PROBLEM DESCRIPTION | The response should be the records below, repeated exactly, with each picture left out.
---------- THE INPUT ----------
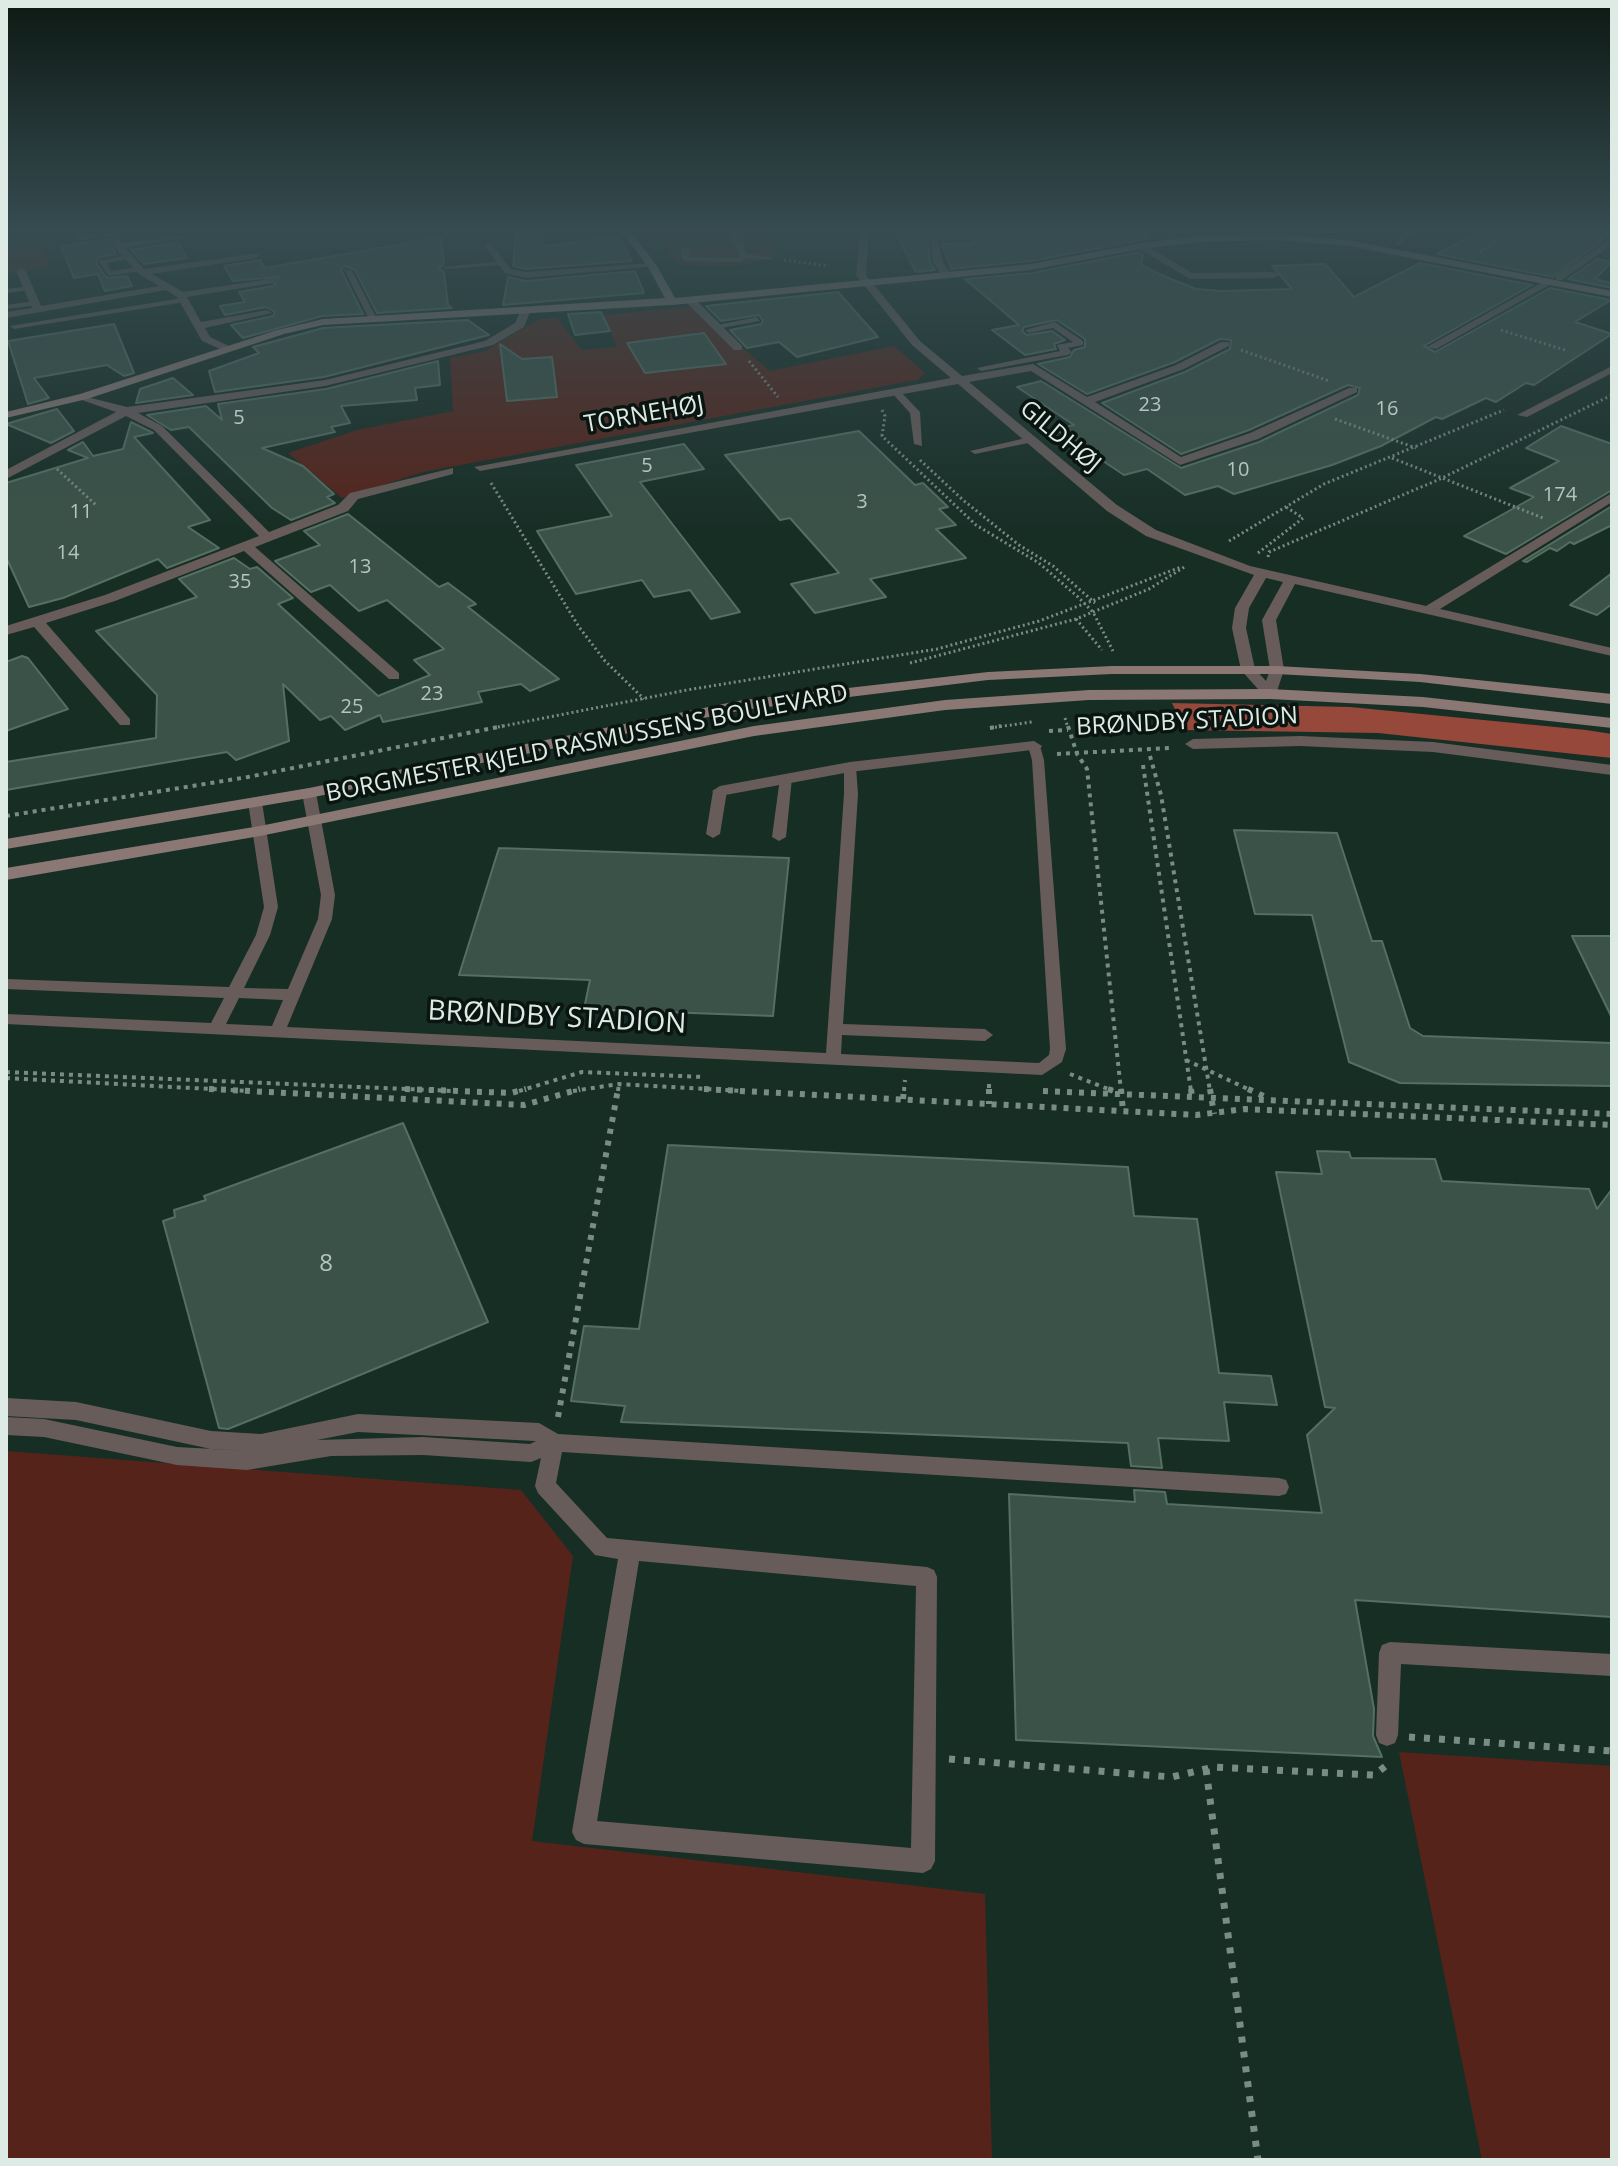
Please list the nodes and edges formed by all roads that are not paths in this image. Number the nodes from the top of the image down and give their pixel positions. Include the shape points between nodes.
1 (201, 333) edge
2 (284, 333) edge
3 (506, 333) edge
4 (723, 333) edge
5 (908, 333) edge
6 (1066, 333) edge
7 (1456, 333) edge
8 (1225, 344) road end
9 (1432, 347) dead end
10 (738, 348) road end
11 (227, 349) junction
12 (1029, 363) junction
13 (981, 368) dead end
14 (1611, 370) edge
15 (958, 380) junction
16 (1353, 390) road end
17 (896, 392) junction
18 (83, 397) junction
19 (1086, 401) junction
20 (126, 411) junction
21 (6, 415) edge
22 (1523, 415) dead end
23 (1030, 440) junction
24 (919, 444) dead end
25 (975, 451) dead end
26 (480, 467) road end
27 (449, 471) dead end
28 (6, 475) edge
29 (1612, 497) edge
30 (267, 537) junction
31 (245, 545) junction
32 (1262, 573) junction
33 (1291, 580) junction
34 (1427, 611) junction
35 (39, 623) junction
36 (6, 631) edge
37 (1612, 633) edge
38 (1593, 648) junction
39 (1612, 652) edge
40 (1248, 670) junction
41 (1277, 670) junction
42 (394, 676) dead end
43 (1270, 694) junction
44 (1612, 699) edge
45 (125, 722) dead end
46 (1612, 723) edge
47 (1193, 744) road end
48 (1034, 746) joint
49 (850, 767) junction
50 (1612, 770) edge
51 (786, 778) junction
52 (720, 791) joint
53 (309, 793) junction
54 (255, 802) junction
55 (316, 821) junction
56 (260, 831) junction
57 (713, 834) dead end
58 (779, 837) dead end
59 (6, 844) edge
60 (6, 874) edge
61 (6, 984) edge
62 (235, 991) junction
63 (294, 995) junction
64 (6, 1019) edge
65 (216, 1028) junction
66 (835, 1029) junction
67 (278, 1030) junction
68 (985, 1035) dead end
69 (833, 1060) junction
70 (6, 1407) edge
71 (6, 1426) edge
72 (554, 1443) junction
73 (1279, 1487) dead end
74 (630, 1550) junction
75 (1612, 1665) edge
76 (1387, 1735) road end

1 - 11 street
2 - 11 street
3 - 20 street via 489,343 325,383
4 - 10 street
5 - 15 street, GILDHØJ
6 - 12 lane via 1080,343
7 - 9 street
8 - 19 street via 1180,367
11 - 18 street
12 - 13 lane
12 - 15 street, TORNEHØJ
12 - 19 street
14 - 22 street
15 - 17 street, TORNEHØJ
15 - 23 street, GILDHØJ
16 - 19 street via 1180,461
17 - 24 lane via 915,412
17 - 26 street, TORNEHØJ
18 - 20 street
18 - 21 street
20 - 28 street
20 - 30 street via 158,428
23 - 25 lane
23 - 32 street, GILDHØJ via 1151,533
27 - 30 street via 354,496 343,508
29 - 34 street
30 - 31 street
31 - 35 street
31 - 42 street
32 - 33 street, GILDHØJ
32 - 40 street via 1240,618
33 - 34 street, GILDHØJ
33 - 41 street via 1269,620
34 - 38 street, GILDHØJ
35 - 36 street
35 - 45 street
37 - 38 street
38 - 39 street, GILDHØJ
40 - 41 street, BORGMESTER KJELD RASMUSSENS BOULEVARD
40 - 43 street
40 - 53 street, BORGMESTER KJELD RASMUSSENS BOULEVARD via 1029,673 828,692
41 - 43 street
41 - 44 street, BORGMESTER KJELD RASMUSSENS BOULEVARD via 1434,679
43 - 46 street, BORGMESTER KJELD RASMUSSENS BOULEVARD via 1423,702
43 - 55 street, BORGMESTER KJELD RASMUSSENS BOULEVARD via 1051,697 810,722
47 - 50 street, BRØNDBY STADION via 1433,747
48 - 49 street
48 - 69 lane, BRØNDBY STADION via 1058,1049 1050,1066
49 - 51 street
49 - 66 lane
51 - 52 street
51 - 58 lane
52 - 57 lane
53 - 54 street, BORGMESTER KJELD RASMUSSENS BOULEVARD
53 - 55 lane
54 - 56 lane
54 - 59 street, BORGMESTER KJELD RASMUSSENS BOULEVARD
55 - 56 street, BORGMESTER KJELD RASMUSSENS BOULEVARD
55 - 63 lane via 328,895 325,919
56 - 60 street, BORGMESTER KJELD RASMUSSENS BOULEVARD
56 - 62 lane via 271,907
61 - 62 lane
62 - 63 lane
62 - 65 lane
63 - 67 lane
64 - 65 lane, BRØNDBY STADION
65 - 67 lane, BRØNDBY STADION
66 - 68 lane
66 - 69 lane
67 - 69 lane, BRØNDBY STADION
70 - 72 lane via 76,1411 211,1440 261,1443 358,1423 539,1432
71 - 72 lane via 44,1428 177,1456 247,1461 331,1447 531,1453
72 - 73 lane
72 - 74 lane via 545,1486 602,1548
74 - 74 lane via 927,1577 923,1861 584,1832
75 - 76 lane via 1390,1653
----------
ANSWER TO THIS PROBLEM |
Please list the nodes and edges formed by all roads that are not paths in this image. Number the nodes from the top of the image down and give their pixel positions. Include the shape points between nodes.
1 (201, 333) edge
2 (284, 333) edge
3 (506, 333) edge
4 (723, 333) edge
5 (908, 333) edge
6 (1066, 333) edge
7 (1456, 333) edge
8 (1225, 344) road end
9 (1432, 347) dead end
10 (738, 348) road end
11 (227, 349) junction
12 (1029, 363) junction
13 (981, 368) dead end
14 (1611, 370) edge
15 (958, 380) junction
16 (1353, 390) road end
17 (896, 392) junction
18 (83, 397) junction
19 (1086, 401) junction
20 (126, 411) junction
21 (6, 415) edge
22 (1523, 415) dead end
23 (1030, 440) junction
24 (919, 444) dead end
25 (975, 451) dead end
26 (480, 467) road end
27 (449, 471) dead end
28 (6, 475) edge
29 (1612, 497) edge
30 (267, 537) junction
31 (245, 545) junction
32 (1262, 573) junction
33 (1291, 580) junction
34 (1427, 611) junction
35 (39, 623) junction
36 (6, 631) edge
37 (1612, 633) edge
38 (1593, 648) junction
39 (1612, 652) edge
40 (1248, 670) junction
41 (1277, 670) junction
42 (394, 676) dead end
43 (1270, 694) junction
44 (1612, 699) edge
45 (125, 722) dead end
46 (1612, 723) edge
47 (1193, 744) road end
48 (1034, 746) joint
49 (850, 767) junction
50 (1612, 770) edge
51 (786, 778) junction
52 (720, 791) joint
53 (309, 793) junction
54 (255, 802) junction
55 (316, 821) junction
56 (260, 831) junction
57 (713, 834) dead end
58 (779, 837) dead end
59 (6, 844) edge
60 (6, 874) edge
61 (6, 984) edge
62 (235, 991) junction
63 (294, 995) junction
64 (6, 1019) edge
65 (216, 1028) junction
66 (835, 1029) junction
67 (278, 1030) junction
68 (985, 1035) dead end
69 (833, 1060) junction
70 (6, 1407) edge
71 (6, 1426) edge
72 (554, 1443) junction
73 (1279, 1487) dead end
74 (630, 1550) junction
75 (1612, 1665) edge
76 (1387, 1735) road end

1 - 11 street
2 - 11 street
3 - 20 street via 489,343 325,383
4 - 10 street
5 - 15 street, GILDHØJ
6 - 12 lane via 1080,343
7 - 9 street
8 - 19 street via 1180,367
11 - 18 street
12 - 13 lane
12 - 15 street, TORNEHØJ
12 - 19 street
14 - 22 street
15 - 17 street, TORNEHØJ
15 - 23 street, GILDHØJ
16 - 19 street via 1180,461
17 - 24 lane via 915,412
17 - 26 street, TORNEHØJ
18 - 20 street
18 - 21 street
20 - 28 street
20 - 30 street via 158,428
23 - 25 lane
23 - 32 street, GILDHØJ via 1151,533
27 - 30 street via 354,496 343,508
29 - 34 street
30 - 31 street
31 - 35 street
31 - 42 street
32 - 33 street, GILDHØJ
32 - 40 street via 1240,618
33 - 34 street, GILDHØJ
33 - 41 street via 1269,620
34 - 38 street, GILDHØJ
35 - 36 street
35 - 45 street
37 - 38 street
38 - 39 street, GILDHØJ
40 - 41 street, BORGMESTER KJELD RASMUSSENS BOULEVARD
40 - 43 street
40 - 53 street, BORGMESTER KJELD RASMUSSENS BOULEVARD via 1029,673 828,692
41 - 43 street
41 - 44 street, BORGMESTER KJELD RASMUSSENS BOULEVARD via 1434,679
43 - 46 street, BORGMESTER KJELD RASMUSSENS BOULEVARD via 1423,702
43 - 55 street, BORGMESTER KJELD RASMUSSENS BOULEVARD via 1051,697 810,722
47 - 50 street, BRØNDBY STADION via 1433,747
48 - 49 street
48 - 69 lane, BRØNDBY STADION via 1058,1049 1050,1066
49 - 51 street
49 - 66 lane
51 - 52 street
51 - 58 lane
52 - 57 lane
53 - 54 street, BORGMESTER KJELD RASMUSSENS BOULEVARD
53 - 55 lane
54 - 56 lane
54 - 59 street, BORGMESTER KJELD RASMUSSENS BOULEVARD
55 - 56 street, BORGMESTER KJELD RASMUSSENS BOULEVARD
55 - 63 lane via 328,895 325,919
56 - 60 street, BORGMESTER KJELD RASMUSSENS BOULEVARD
56 - 62 lane via 271,907
61 - 62 lane
62 - 63 lane
62 - 65 lane
63 - 67 lane
64 - 65 lane, BRØNDBY STADION
65 - 67 lane, BRØNDBY STADION
66 - 68 lane
66 - 69 lane
67 - 69 lane, BRØNDBY STADION
70 - 72 lane via 76,1411 211,1440 261,1443 358,1423 539,1432
71 - 72 lane via 44,1428 177,1456 247,1461 331,1447 531,1453
72 - 73 lane
72 - 74 lane via 545,1486 602,1548
74 - 74 lane via 927,1577 923,1861 584,1832
75 - 76 lane via 1390,1653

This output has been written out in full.